## Problem details
Scan the records for "Drive". Show the matching lines.

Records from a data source
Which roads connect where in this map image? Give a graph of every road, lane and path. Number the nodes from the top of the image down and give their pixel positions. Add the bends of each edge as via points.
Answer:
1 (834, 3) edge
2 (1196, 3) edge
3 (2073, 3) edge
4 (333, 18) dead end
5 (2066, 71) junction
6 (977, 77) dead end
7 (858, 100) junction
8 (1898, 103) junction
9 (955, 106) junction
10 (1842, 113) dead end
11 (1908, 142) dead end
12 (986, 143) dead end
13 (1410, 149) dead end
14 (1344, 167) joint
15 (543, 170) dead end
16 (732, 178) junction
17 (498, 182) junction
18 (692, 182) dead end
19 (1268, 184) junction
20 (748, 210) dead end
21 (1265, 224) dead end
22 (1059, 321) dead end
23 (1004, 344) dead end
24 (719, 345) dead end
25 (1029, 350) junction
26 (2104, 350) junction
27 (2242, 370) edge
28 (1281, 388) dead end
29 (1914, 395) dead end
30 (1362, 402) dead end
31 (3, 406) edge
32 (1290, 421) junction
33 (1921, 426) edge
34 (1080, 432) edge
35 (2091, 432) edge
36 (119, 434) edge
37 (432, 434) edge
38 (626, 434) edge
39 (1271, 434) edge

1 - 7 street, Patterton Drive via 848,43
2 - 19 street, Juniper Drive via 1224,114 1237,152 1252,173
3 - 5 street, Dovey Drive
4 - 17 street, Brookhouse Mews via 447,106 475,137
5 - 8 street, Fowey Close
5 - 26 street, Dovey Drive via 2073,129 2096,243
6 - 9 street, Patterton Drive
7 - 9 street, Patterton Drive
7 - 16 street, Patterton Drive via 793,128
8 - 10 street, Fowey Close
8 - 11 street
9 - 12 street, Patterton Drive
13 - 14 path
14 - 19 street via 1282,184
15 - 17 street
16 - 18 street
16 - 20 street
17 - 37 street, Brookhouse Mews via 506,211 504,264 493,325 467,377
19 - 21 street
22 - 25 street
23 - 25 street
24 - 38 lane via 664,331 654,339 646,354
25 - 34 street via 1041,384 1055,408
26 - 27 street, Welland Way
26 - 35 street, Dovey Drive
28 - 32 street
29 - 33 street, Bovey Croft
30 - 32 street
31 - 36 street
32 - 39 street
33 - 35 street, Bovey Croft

## Solution to the problem
1 - 7 street, Patterton Drive via 848,43
2 - 19 street, Juniper Drive via 1224,114 1237,152 1252,173
3 - 5 street, Dovey Drive
5 - 26 street, Dovey Drive via 2073,129 2096,243
6 - 9 street, Patterton Drive
7 - 9 street, Patterton Drive
7 - 16 street, Patterton Drive via 793,128
9 - 12 street, Patterton Drive
26 - 35 street, Dovey Drive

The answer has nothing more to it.